Le compte personnel de l'étudiant, Jack Sweeney, a également été suspendu. Il en va de même pour d'autres comptes créés par le jeune homme de 20 ans, qui suivaient les déplacements des jets privés d'autres célébrités. Tout comme l'avion d'Elon Musk, ceux de Mark Zuckerberg, Jeff Bezos ou encore Bill Gates voyaient leurs trajets renseignés sur Twitter.

Au total, le New York Times indique que plus de 25 comptes scrutant les appareils d'agences gouvernementales, de milliardaires ou de personnalités ont été suspendus. Cet été, un compte similaire (toujours disponible) avait pris de l'ampleur en suivant l'avion privé de Bernard Arnault. Le patron de LVMH avait préféré vendre le jet et opté pour des locations afin de voyager anonymement.

Twitter est allé encore plus loin: il est impossible de partager dans un tweet le lien du compte Instagram qui suit le jet privé d'Elon Musk.

Un message d'erreur s'affiche indiquant: "votre tweet n'a pas été publié, ce lien ayant été identifié par Twitter ou nos partenaires comme potentiellement nuisible". En revanche, il reste possible de le publier depuis l'onglet Instagram "copier l'url et partager".

Des messages contradictoires

Depuis son arrivée à la tête de la plateforme, le multimilliardaire a envoyé des messages contradictoires sur ce qui y est autorisé ou non.

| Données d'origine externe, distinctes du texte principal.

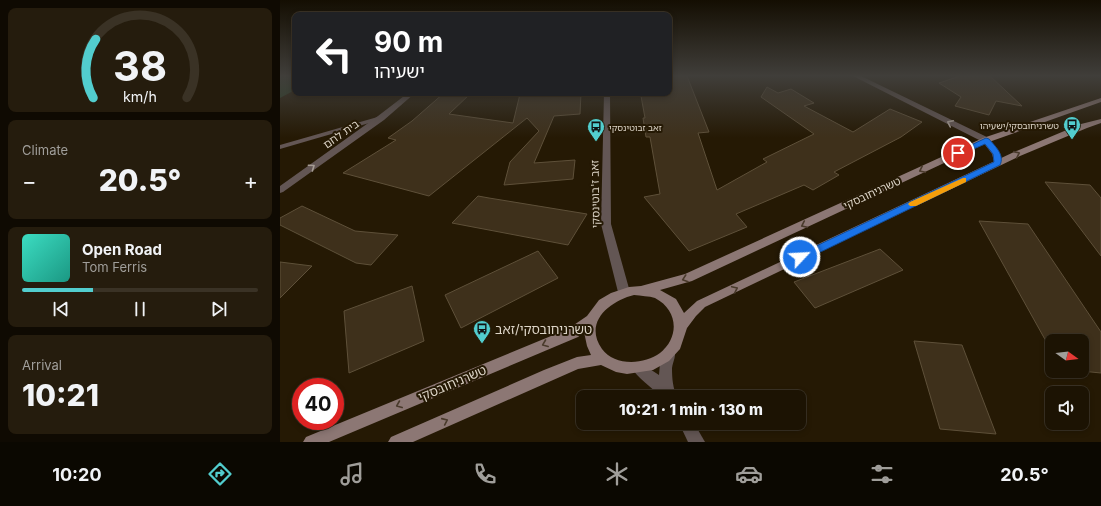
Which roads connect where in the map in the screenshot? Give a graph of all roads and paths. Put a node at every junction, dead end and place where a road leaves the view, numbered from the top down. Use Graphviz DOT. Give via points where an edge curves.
graph roads {
  1 [pos="408,97"];
  2 [pos="607,97"];
  3 [pos="898,97"];
  4 [pos="1101,100"];
  5 [pos="381,118"];
  6 [pos="1101,121"];
  7 [pos="986,140"];
  8 [pos="280,147"];
  9 [pos="998,163"];
  10 [pos="280,190"];
  11 [pos="644,290"];
  12 [pos="624,292"];
  13 [pos="591,320"];
  14 [pos="681,326"];
  15 [pos="669,353"];
  16 [pos="601,359"];
  17 [pos="639,368"];
  18 [pos="664,390"];
  19 [pos="667,390"];
  20 [pos="690,430"];
  21 [pos="311,442"];
  22 [pos="396,442"];
  23 [pos="697,442"];
  1 -- 5 [label="street, בית לחם"];
  2 -- 12 [label="street, זאב ז'בוטינסקי" via="606,224"];
  7 -- 3 [label="street, one-way"];
  4 -- 7 [label="street, טשרניחובסקי"];
  5 -- 8 [label="lane"];
  10 -- 5 [label="street, בית לחם, one-way"];
  9 -- 6 [label="street, one-way"];
  7 -- 9 [label="street" via="996,154"];
  7 -- 11 [label="street, טשרניחובסקי, one-way" via="688,278"];
  14 -- 9 [label="street, one-way" via="701,304"];
  11 -- 12 [label="street"];
  11 -- 14 [label="street" via="666,298 680,315"];
  12 -- 13 [label="street" via="610,298"];
  13 -- 16 [label="street" via="590,340"];
  13 -- 21 [label="street, טשרניחובסקי, one-way" via="573,333"];
  14 -- 15 [label="street" via="676,345"];
  15 -- 17 [label="street" via="651,365"];
  15 -- 19 [label="street" via="665,364"];
  16 -- 17 [label="street" via="612,365"];
  22 -- 16 [label="street, one-way" via="577,363"];
  17 -- 18 [label="street" via="650,375"];
  20 -- 23 [label="street"];
}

Fervent défenseur d'une grande liberté d'expression - tant que les propos respectent la loi - il a rétabli des comptes auparavant bannis par le réseau social, dont celui de Donald Trump.

Mais il a aussi suspendu celui de Kanye West après la publication de plusieurs messages jugés antisémites et refusé le retour sur la plateforme du complotiste d'extrême-droite, Alex Jones.

Elon Musk a, par ailleurs, promu ces derniers jours la publication de plusieurs séries de "Twitter files", des documents internes censés illustrer des pratiques de modération discutables sous la précédente direction.

Des attaques dangereuses

Il a aussi attaqué personnellement l'ancien responsable de la sûreté de Twitter, Yoel Roth, qui a, par la suite, dû quitter son domicile pour des raisons de sécurité, selon des médias américains.

Le co-fondateur et ex-patron de la plateforme, Jack Dorsey, a pris publiquement, mardi, la défense de ses anciens collègues, estimant dans un message que les attaques à leur encontre "peuvent être dangereuses et ne règlent rien".

Il a aussi défendu l'idée que "seul l'auteur originel d'un contenu devrait pouvoir le supprimer" et que la modération ne devrait pas être faite via un "système centralisé" mais effectuée par des algorithmes conçus par le grand public.